横になったそいつの額に手をあてる。思った通り、かなり熱い。心地良さそうに目を細めたその表情がいつもと違いあまりに気の抜けたものだったので、不意にどきりと心臓が跳ねた。

「……もー、ナマエたんもしかして最初っからこのつもりだったの?」

「アンタが熱出してるの分かってからすぐね」

「それでこんなに世話焼いてくれちゃったの〜?ボク惚れちゃう」

「惚れれば?」

 額に当てていた手を髪に滑らせる。そのまま長い赤毛をすいて整えてから、頬に手を伸ばした。
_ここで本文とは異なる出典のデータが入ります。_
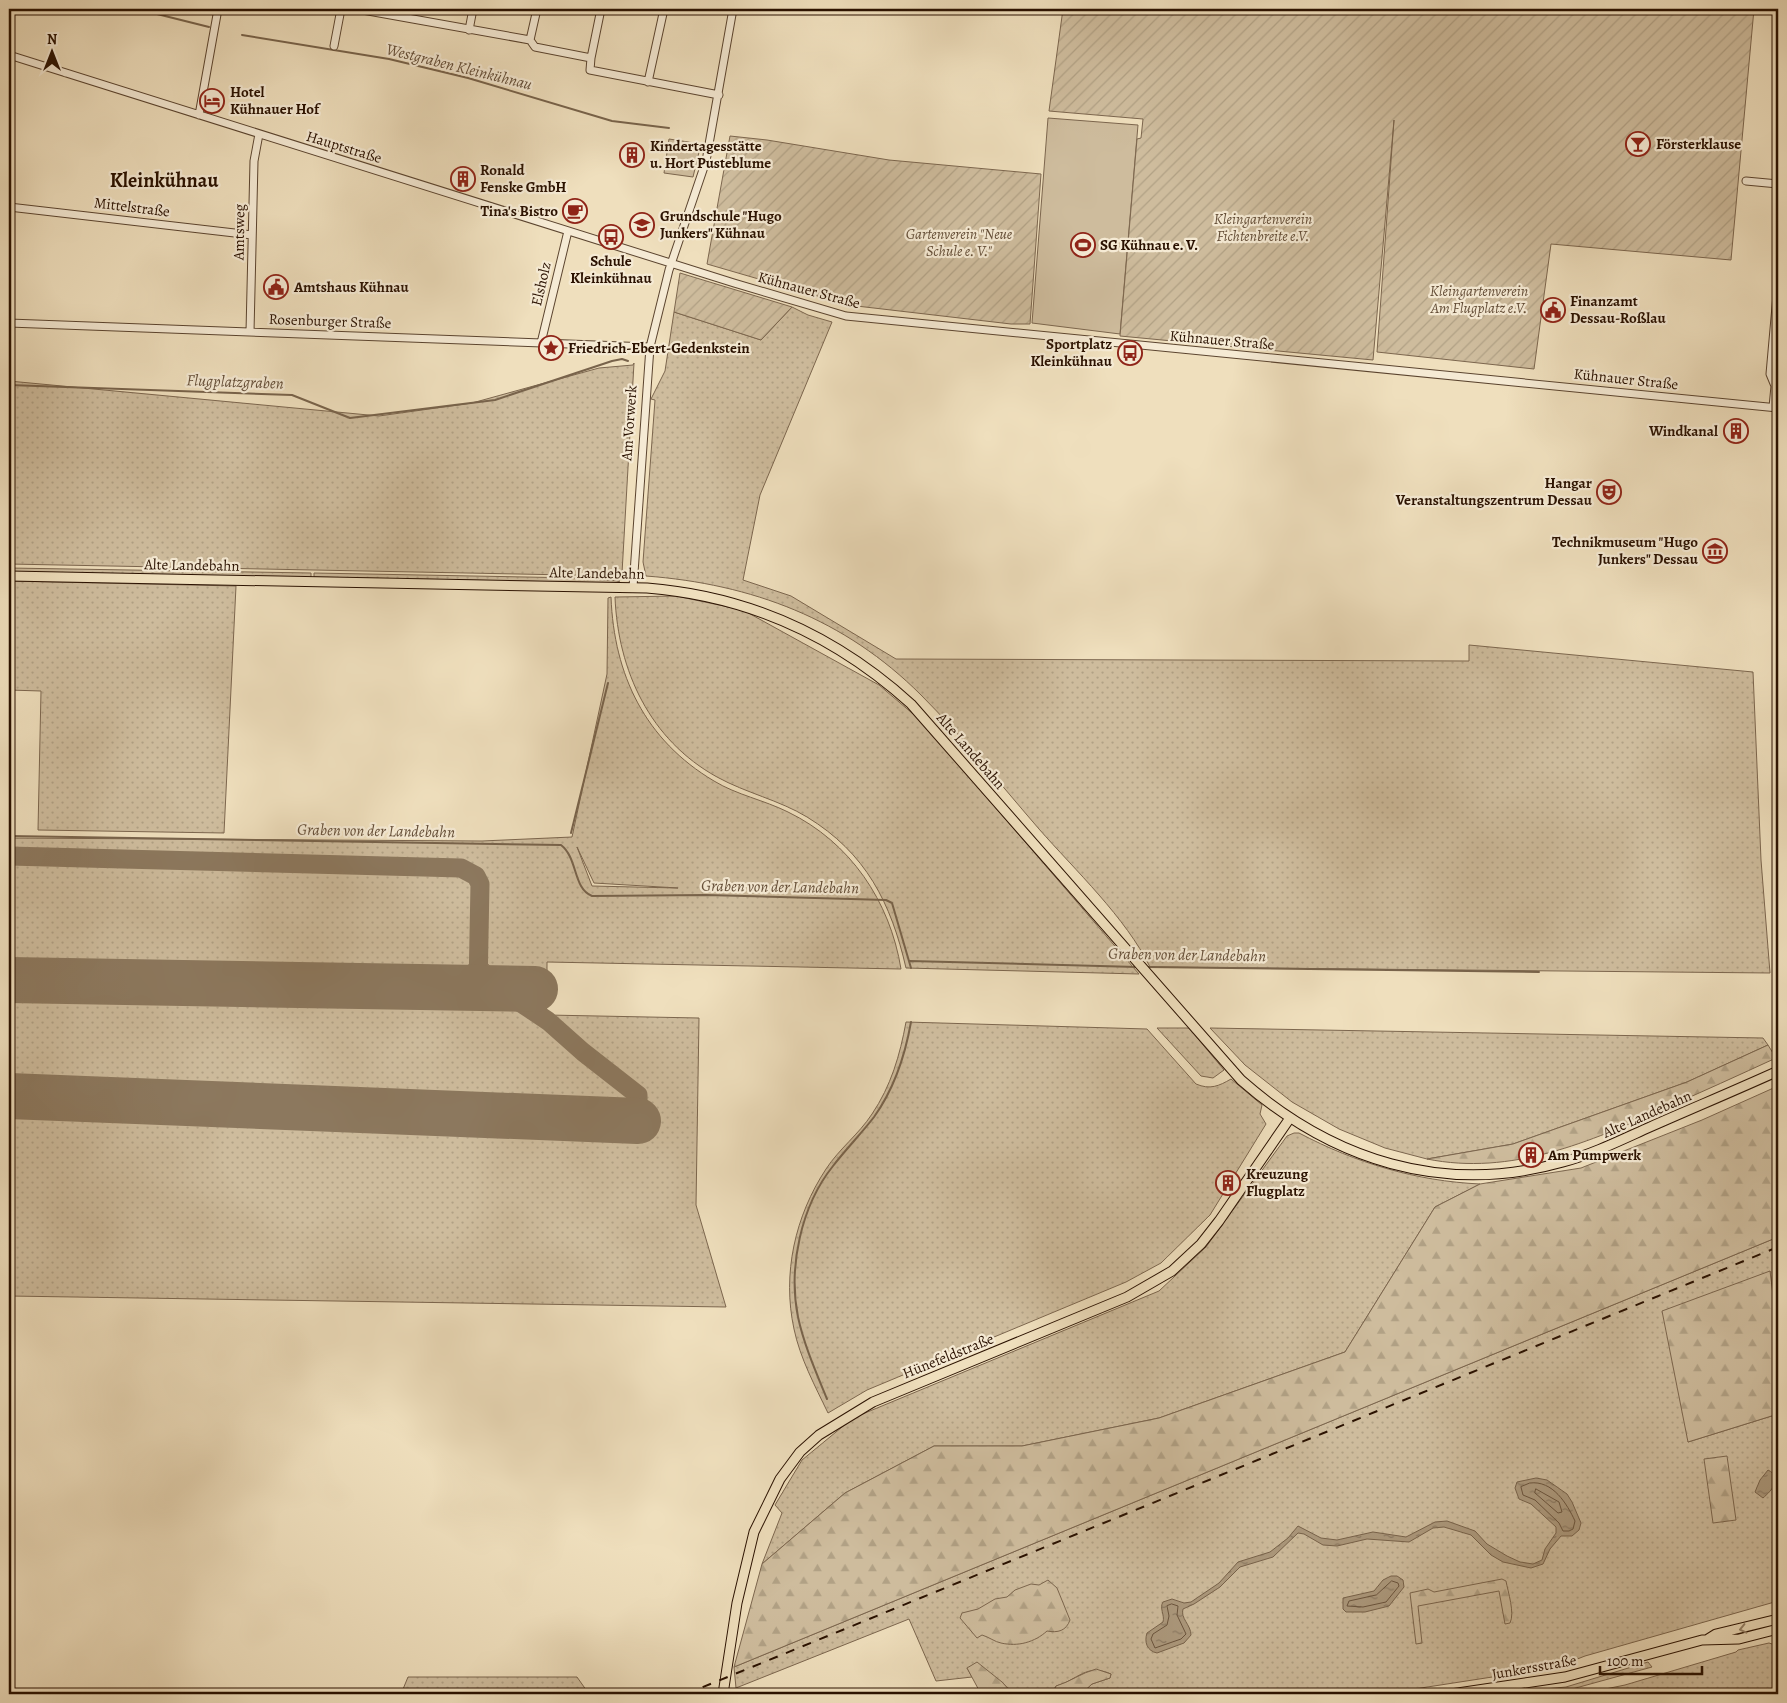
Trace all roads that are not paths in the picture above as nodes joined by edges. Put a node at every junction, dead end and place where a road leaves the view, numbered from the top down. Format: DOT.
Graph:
graph roads {
  1 [pos="218,9"];
  2 [pos="341,9"];
  3 [pos="357,9"];
  4 [pos="404,9"];
  5 [pos="473,9"];
  6 [pos="537,9"];
  7 [pos="600,9"];
  8 [pos="664,9"];
  9 [pos="734,9"];
  10 [pos="403,18"];
  11 [pos="469,30"];
  12 [pos="530,40"];
  13 [pos="334,46"];
  14 [pos="9,55"];
  15 [pos="591,58"];
  16 [pos="648,82"];
  17 [pos="719,95"];
  18 [pos="199,115"];
  19 [pos="260,134"];
  20 [pos="1746,181"];
  21 [pos="1778,184"];
  22 [pos="9,207"];
  23 [pos="568,231"];
  24 [pos="252,235"];
  25 [pos="671,264"];
  26 [pos="1778,284"];
  27 [pos="9,323"];
  28 [pos="250,332"];
  29 [pos="541,343"];
  30 [pos="650,347"];
  31 [pos="1777,384"];
  32 [pos="1775,408"];
  33 [pos="9,576"];
  34 [pos="633,588"];
  35 [pos="1778,1071"];
  36 [pos="1290,1118"];
  37 [pos="1778,1619"];
  38 [pos="1778,1629"];
  39 [pos="1708,1639"];
  40 [pos="723,1694"];
  41 [pos="1451,1694"];
  1 -- 18 [label="street"];
  2 -- 13 [label="street"];
  3 -- 10 [label="street"];
  4 -- 10 [label="street"];
  5 -- 11 [label="street"];
  6 -- 12 [label="street"];
  7 -- 15 [label="street"];
  8 -- 16 [label="street"];
  9 -- 17 [label="street, Am Vorwerk"];
  10 -- 11 [label="street"];
  11 -- 12 [label="street"];
  12 -- 15 [label="street"];
  14 -- 18 [label="street, Hauptstraße"];
  15 -- 16 [label="street"];
  16 -- 17 [label="street"];
  17 -- 25 [label="street, Am Vorwerk"];
  18 -- 19 [label="street, Hauptstraße"];
  19 -- 23 [label="street, Hauptstraße"];
  19 -- 24 [label="street, Amtsweg"];
  20 -- 21 [label="street"];
  22 -- 24 [label="street, Mittelstraße"];
  23 -- 25 [label="street, Hauptstraße"];
  23 -- 29 [label="street, Elsholz"];
  24 -- 28 [label="street, Amtsweg"];
  25 -- 30 [label="street, Am Vorwerk"];
  25 -- 32 [label="street, Kühnauer Straße"];
  26 -- 31 [label="street"];
  27 -- 28 [label="street, Rosenburger Straße"];
  28 -- 29 [label="street, Rosenburger Straße"];
  29 -- 30 [label="street, Rosenburger Straße"];
  30 -- 34 [label="street, Am Vorwerk"];
  31 -- 32 [label="street"];
  33 -- 34 [label="main road, Alte Landebahn"];
  34 -- 36 [label="main road, Alte Landebahn"];
  35 -- 36 [label="main road, Alte Landebahn"];
  36 -- 40 [label="main road, Hünefeldstraße"];
  37 -- 39 [label="main road, Junkersstraße, one-way"];
  38 -- 39 [label="main road, Junkersstraße"];
  39 -- 41 [label="main road, Junkersstraße"];
}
「私はもう惚れてるから、あとはアンタだけなんだけど」

 その言葉に心底驚いたように目を見開くのがおかしくて、つい笑みを溢した。なんだ、気づいてなかったのか。百目の癖に。

「ほんとナマエたんは読めないよねー……、視ようと思ってもなかなか視えないし」

「読まれるのはヤだからね。自分の口から直接言うのが一番いいし」

 男前〜、もう惚れちゃった。
 そういった残夏の頬の熱さは熱のせいか、照れのせいか。確かめてみたいけどそれは熱が下がった頃に。